[Stored data entries]
..........
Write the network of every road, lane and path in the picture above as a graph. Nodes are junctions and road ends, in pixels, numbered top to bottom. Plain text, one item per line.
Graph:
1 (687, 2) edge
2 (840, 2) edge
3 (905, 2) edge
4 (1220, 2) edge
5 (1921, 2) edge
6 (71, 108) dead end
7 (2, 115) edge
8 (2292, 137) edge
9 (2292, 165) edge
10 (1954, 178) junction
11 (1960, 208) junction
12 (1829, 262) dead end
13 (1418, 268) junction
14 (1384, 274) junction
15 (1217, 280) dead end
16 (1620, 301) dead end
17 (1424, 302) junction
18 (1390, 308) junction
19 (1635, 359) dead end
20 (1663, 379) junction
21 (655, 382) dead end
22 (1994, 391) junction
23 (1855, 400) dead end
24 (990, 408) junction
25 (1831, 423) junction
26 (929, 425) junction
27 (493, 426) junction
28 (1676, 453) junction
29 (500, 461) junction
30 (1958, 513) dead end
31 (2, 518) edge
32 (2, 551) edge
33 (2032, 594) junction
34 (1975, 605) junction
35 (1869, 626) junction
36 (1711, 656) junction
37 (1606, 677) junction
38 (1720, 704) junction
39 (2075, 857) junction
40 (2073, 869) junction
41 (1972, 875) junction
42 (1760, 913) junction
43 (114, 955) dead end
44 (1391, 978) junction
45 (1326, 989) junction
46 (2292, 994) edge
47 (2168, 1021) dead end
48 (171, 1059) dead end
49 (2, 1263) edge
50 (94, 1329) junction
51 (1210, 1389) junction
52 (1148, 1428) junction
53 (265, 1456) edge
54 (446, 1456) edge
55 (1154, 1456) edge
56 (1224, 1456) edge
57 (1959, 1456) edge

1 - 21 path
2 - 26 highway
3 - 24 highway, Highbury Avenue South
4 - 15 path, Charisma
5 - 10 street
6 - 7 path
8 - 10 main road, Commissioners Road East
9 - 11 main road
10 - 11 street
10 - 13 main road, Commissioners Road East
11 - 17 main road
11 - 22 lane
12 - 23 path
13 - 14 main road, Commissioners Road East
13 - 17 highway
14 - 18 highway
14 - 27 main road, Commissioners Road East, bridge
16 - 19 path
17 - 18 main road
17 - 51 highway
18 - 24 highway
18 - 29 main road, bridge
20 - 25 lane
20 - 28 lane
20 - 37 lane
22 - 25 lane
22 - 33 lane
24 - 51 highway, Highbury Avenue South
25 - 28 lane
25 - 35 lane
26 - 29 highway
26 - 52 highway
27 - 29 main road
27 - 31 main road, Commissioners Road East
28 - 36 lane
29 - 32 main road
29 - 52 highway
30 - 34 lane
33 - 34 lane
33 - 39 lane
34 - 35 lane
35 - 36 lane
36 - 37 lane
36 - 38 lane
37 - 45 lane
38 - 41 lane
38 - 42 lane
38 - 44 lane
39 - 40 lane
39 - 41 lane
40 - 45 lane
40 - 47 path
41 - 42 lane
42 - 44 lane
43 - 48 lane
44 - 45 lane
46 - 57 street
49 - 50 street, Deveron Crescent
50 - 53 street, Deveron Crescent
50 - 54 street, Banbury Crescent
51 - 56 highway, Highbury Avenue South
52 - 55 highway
..........
[How to complete this task] Find all lines holding the word "Crescent" in the records above and copy them.

[Exercise solution]
49 - 50 street, Deveron Crescent
50 - 53 street, Deveron Crescent
50 - 54 street, Banbury Crescent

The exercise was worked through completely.